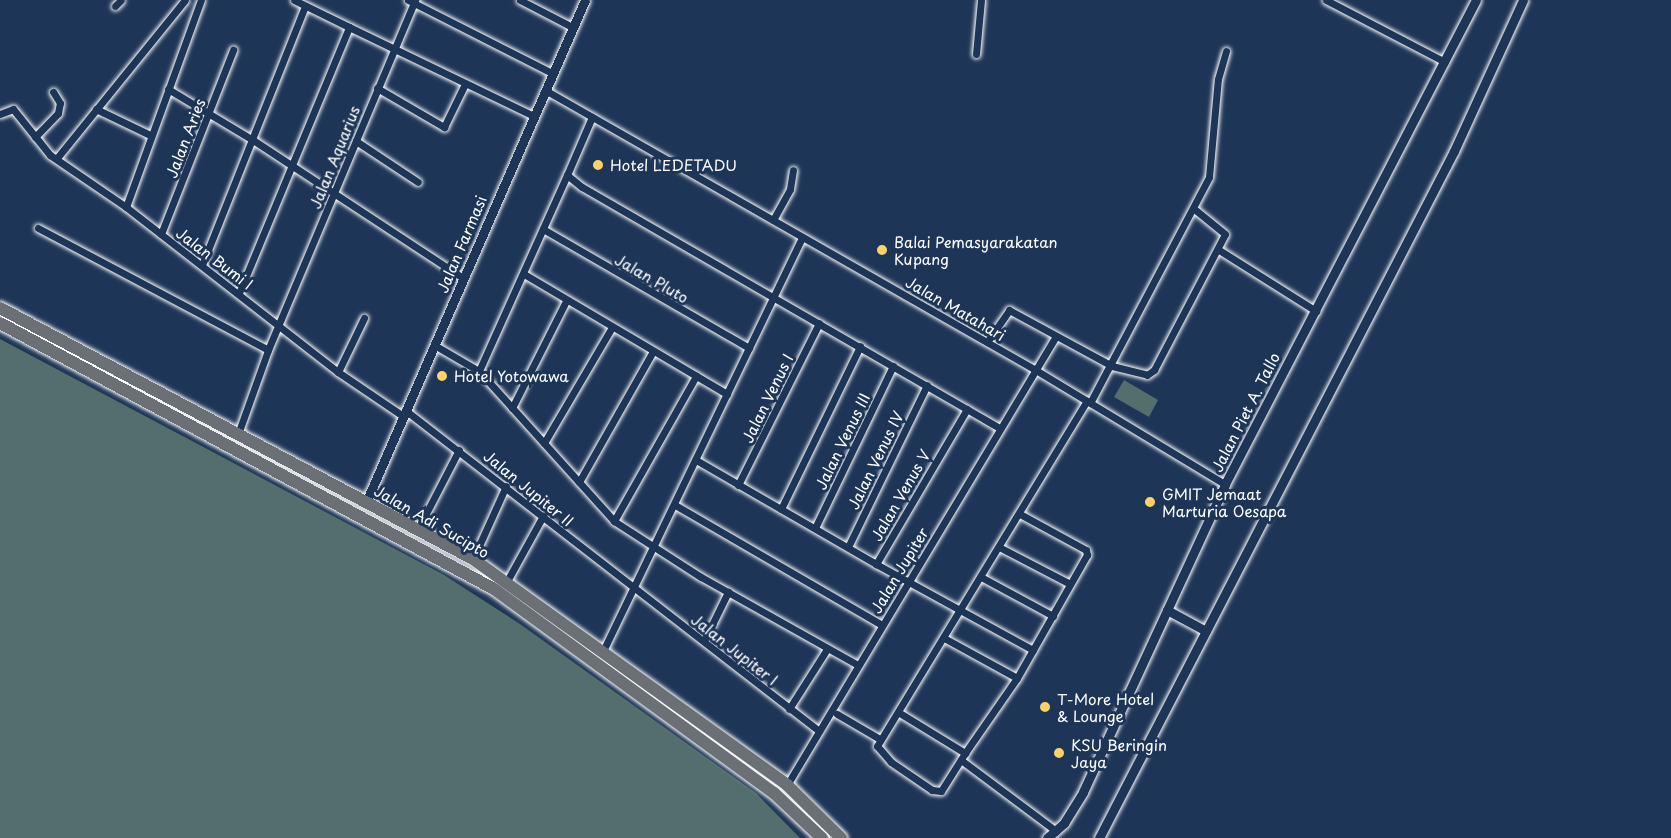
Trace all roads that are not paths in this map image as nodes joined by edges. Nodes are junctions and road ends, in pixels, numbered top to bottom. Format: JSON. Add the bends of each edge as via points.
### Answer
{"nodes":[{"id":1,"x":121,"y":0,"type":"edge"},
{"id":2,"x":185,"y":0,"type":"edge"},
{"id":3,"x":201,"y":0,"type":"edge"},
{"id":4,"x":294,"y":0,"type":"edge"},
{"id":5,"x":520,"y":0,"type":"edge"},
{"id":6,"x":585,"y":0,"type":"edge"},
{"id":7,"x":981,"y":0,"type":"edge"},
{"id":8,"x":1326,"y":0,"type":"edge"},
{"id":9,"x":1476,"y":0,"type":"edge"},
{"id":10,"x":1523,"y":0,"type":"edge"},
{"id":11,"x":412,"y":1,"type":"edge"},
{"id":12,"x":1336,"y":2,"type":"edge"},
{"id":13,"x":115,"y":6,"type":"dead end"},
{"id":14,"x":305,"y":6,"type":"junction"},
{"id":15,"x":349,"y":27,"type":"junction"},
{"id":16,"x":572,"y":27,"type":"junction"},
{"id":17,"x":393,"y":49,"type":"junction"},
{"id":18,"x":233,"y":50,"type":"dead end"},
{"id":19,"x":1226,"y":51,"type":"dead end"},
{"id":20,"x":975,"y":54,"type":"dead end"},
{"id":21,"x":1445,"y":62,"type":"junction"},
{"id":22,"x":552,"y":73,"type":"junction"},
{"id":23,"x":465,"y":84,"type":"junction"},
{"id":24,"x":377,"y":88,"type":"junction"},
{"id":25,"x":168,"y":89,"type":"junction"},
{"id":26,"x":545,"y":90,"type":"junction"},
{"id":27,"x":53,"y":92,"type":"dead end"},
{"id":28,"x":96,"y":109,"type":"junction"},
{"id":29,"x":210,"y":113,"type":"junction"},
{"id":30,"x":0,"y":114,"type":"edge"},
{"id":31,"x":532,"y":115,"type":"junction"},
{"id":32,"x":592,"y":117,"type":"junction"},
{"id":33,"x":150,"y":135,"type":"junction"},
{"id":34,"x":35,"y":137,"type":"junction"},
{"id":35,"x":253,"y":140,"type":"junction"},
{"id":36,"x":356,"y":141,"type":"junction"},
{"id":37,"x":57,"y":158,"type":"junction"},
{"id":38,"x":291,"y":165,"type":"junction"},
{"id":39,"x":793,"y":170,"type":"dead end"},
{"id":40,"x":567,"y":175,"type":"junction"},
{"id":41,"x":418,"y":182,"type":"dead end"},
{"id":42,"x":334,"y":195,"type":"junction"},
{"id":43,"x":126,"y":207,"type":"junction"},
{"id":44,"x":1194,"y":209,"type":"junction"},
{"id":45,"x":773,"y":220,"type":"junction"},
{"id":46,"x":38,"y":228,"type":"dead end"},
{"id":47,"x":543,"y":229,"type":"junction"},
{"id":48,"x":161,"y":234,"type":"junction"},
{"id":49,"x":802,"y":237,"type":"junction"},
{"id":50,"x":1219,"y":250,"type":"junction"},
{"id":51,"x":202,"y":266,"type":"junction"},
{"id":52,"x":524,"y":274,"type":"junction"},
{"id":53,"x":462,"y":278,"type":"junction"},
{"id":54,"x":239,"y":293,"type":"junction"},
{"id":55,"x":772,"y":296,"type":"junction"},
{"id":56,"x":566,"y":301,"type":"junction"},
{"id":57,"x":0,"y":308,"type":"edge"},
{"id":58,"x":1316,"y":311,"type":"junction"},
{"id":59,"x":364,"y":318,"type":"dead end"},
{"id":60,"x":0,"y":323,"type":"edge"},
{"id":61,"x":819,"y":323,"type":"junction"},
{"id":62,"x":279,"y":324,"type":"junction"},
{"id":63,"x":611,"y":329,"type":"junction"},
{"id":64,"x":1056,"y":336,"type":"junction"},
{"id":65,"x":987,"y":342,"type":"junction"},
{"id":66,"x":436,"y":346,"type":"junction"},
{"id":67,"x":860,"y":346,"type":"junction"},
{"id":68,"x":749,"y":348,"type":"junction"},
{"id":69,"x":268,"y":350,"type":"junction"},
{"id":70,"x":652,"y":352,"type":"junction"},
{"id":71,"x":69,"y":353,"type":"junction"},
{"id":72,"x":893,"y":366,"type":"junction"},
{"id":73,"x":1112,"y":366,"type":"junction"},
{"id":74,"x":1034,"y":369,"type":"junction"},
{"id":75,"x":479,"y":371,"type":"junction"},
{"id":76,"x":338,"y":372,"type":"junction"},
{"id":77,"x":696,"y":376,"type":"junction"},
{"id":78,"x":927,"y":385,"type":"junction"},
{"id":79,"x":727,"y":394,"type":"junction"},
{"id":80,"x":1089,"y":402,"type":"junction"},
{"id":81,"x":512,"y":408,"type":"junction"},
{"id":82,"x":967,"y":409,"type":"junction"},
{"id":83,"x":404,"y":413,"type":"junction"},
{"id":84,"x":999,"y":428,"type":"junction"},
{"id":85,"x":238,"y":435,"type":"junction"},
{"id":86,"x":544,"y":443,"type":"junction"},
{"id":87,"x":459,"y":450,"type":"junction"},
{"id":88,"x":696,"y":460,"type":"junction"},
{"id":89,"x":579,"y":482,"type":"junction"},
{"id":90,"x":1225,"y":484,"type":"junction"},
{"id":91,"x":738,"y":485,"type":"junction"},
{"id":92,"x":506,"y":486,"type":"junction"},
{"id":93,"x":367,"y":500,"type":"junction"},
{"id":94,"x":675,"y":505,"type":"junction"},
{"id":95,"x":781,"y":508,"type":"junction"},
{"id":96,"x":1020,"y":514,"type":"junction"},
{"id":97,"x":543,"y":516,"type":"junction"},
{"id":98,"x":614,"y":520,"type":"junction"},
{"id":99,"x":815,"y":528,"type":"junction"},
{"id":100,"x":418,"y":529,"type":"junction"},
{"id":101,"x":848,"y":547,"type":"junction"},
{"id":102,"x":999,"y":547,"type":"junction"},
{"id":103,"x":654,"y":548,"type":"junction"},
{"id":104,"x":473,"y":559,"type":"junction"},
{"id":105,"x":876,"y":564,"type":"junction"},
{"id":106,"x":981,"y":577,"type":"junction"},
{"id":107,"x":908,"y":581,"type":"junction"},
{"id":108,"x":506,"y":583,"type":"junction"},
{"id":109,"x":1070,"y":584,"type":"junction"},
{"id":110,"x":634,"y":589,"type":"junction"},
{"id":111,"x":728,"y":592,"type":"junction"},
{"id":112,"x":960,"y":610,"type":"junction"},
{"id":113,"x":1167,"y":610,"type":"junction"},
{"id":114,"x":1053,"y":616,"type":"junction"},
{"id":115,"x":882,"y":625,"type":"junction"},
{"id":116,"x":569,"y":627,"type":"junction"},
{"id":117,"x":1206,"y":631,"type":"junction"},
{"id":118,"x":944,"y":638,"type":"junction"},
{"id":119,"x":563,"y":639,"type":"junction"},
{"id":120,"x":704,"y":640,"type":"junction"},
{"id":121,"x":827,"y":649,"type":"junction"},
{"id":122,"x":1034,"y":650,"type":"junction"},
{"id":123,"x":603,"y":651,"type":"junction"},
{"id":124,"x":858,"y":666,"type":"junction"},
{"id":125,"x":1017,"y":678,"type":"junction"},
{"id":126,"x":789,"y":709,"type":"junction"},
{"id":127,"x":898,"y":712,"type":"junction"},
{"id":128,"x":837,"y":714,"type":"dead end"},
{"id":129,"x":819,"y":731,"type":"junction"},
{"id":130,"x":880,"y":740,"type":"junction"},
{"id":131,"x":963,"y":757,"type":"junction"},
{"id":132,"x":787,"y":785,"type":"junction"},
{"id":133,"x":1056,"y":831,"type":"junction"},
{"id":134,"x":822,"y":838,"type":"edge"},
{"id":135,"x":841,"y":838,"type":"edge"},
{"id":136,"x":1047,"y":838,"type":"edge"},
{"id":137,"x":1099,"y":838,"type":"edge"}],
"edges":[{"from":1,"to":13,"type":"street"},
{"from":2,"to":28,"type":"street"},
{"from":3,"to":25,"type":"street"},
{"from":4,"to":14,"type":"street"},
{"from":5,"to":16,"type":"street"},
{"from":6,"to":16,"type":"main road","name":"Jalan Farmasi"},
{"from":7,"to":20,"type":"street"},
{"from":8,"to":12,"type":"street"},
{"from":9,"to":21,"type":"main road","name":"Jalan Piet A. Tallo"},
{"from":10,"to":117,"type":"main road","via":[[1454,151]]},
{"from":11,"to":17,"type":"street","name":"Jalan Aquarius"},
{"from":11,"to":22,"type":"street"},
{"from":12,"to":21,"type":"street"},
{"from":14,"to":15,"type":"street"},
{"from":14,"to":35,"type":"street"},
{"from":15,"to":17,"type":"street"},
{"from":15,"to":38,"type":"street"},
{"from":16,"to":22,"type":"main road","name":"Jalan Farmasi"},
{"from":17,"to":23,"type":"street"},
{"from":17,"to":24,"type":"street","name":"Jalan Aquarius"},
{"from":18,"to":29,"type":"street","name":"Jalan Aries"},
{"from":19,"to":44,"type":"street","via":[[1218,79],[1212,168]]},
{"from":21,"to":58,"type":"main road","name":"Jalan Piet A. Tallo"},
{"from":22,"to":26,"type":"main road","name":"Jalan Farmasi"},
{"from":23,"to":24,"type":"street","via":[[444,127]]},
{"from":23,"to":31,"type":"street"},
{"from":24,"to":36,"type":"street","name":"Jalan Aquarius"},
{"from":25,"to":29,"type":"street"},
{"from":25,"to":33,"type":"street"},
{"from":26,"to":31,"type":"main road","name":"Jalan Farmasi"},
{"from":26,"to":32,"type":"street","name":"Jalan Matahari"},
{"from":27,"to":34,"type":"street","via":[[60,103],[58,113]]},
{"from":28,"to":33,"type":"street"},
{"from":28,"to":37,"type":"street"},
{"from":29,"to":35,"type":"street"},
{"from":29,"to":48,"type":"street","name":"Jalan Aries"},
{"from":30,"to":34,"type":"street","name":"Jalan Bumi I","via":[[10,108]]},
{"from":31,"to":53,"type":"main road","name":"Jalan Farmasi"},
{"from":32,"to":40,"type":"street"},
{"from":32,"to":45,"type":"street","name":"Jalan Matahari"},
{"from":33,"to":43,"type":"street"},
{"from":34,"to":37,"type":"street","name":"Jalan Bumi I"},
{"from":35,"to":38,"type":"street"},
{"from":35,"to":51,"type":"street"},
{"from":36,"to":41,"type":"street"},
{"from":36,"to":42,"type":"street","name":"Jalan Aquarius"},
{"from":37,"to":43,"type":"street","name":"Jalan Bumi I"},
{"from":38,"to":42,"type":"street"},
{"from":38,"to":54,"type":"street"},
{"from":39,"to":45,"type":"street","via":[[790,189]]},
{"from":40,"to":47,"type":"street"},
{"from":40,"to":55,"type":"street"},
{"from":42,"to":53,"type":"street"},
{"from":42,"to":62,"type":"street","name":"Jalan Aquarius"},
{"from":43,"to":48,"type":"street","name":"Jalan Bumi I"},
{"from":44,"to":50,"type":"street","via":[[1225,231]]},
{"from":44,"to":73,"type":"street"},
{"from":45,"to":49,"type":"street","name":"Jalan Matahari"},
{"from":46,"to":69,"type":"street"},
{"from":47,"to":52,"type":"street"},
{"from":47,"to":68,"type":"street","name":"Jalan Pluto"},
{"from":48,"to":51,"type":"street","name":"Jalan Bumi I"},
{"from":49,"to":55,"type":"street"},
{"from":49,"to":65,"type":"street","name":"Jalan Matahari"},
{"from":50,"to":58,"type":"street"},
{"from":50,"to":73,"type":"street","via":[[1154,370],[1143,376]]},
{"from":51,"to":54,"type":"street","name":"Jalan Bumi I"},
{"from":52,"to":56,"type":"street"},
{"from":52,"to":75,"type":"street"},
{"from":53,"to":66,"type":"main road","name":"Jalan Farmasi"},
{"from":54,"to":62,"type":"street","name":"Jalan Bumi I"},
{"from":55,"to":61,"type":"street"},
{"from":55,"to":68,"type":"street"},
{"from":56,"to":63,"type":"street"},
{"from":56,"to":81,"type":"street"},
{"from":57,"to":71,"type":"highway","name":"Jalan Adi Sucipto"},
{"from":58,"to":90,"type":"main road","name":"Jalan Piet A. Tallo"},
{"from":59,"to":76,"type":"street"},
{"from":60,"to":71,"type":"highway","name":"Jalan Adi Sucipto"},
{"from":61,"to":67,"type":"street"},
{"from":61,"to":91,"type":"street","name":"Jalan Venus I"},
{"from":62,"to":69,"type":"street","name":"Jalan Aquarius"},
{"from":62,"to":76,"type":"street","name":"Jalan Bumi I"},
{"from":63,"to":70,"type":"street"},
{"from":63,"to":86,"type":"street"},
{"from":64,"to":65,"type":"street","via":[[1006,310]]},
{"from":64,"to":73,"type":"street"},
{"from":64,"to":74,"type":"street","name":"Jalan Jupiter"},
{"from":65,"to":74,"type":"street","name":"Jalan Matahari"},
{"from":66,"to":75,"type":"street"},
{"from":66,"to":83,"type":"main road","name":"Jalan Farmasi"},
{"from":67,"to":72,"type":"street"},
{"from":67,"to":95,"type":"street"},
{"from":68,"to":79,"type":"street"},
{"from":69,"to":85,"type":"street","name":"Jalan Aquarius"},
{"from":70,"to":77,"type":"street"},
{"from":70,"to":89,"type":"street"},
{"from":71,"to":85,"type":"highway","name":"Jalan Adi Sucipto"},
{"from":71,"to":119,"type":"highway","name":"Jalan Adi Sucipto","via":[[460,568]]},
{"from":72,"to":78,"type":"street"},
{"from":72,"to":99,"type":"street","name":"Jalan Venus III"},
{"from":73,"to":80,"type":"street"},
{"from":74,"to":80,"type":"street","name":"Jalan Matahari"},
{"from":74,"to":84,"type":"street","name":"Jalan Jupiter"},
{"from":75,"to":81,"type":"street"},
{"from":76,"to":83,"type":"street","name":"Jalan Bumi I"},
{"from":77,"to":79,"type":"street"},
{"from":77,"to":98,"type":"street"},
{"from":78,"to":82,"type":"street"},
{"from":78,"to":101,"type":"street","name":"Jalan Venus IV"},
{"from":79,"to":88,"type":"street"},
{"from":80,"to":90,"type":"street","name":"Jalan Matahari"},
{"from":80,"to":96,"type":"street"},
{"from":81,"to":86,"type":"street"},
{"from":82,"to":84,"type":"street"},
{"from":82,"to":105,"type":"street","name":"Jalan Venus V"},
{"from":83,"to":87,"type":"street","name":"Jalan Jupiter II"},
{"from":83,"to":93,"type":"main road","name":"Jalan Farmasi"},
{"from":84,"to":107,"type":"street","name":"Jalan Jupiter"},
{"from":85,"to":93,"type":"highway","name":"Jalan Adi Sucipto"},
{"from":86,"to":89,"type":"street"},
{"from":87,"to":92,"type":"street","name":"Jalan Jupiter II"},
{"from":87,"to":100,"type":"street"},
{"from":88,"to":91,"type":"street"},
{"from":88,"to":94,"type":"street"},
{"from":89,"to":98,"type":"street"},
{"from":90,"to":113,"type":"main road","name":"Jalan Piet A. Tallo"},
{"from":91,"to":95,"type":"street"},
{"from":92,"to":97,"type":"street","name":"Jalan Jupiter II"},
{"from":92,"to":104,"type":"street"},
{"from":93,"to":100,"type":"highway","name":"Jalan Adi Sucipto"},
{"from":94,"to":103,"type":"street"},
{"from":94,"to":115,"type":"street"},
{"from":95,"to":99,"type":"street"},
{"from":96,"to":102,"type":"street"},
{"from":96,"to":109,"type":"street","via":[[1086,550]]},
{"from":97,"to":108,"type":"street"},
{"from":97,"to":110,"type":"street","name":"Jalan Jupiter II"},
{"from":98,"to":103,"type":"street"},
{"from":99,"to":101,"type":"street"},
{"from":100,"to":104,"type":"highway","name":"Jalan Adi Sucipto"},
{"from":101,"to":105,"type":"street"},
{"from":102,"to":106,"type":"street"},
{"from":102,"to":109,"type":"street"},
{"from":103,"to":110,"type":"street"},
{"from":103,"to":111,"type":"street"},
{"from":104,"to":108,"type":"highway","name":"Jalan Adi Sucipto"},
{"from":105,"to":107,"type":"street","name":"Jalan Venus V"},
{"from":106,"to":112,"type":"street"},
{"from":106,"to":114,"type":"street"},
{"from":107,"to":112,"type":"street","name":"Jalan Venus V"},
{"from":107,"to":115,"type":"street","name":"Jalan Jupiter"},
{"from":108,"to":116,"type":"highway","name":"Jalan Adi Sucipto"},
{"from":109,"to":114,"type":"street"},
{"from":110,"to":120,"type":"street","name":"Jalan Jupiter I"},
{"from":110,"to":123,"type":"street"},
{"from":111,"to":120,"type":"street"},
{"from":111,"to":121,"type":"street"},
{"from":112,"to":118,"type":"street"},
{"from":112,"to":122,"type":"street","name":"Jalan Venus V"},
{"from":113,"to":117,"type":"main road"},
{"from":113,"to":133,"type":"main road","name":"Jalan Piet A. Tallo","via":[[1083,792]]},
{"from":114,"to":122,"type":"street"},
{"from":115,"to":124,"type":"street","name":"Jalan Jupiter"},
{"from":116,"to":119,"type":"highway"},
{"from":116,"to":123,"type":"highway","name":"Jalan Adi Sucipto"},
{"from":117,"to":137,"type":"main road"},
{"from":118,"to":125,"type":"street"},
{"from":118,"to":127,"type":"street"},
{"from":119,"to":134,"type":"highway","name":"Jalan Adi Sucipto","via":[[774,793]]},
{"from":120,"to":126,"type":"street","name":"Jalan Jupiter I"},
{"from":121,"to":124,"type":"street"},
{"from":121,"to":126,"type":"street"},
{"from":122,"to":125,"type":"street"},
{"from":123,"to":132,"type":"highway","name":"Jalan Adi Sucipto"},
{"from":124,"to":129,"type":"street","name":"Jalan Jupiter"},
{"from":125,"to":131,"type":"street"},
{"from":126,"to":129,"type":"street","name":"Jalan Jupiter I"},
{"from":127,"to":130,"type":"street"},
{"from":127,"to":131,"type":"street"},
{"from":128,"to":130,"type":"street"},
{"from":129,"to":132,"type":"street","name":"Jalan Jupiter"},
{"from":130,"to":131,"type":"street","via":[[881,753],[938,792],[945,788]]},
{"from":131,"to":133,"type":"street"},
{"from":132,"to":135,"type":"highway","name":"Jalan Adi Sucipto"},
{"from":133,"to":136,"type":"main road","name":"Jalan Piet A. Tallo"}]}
========================================================================
What to produce. From the data, pick out every line that includes "Aries".

Answer to this task.
{"from":18,"to":29,"type":"street","name":"Jalan Aries"},
{"from":29,"to":48,"type":"street","name":"Jalan Aries"},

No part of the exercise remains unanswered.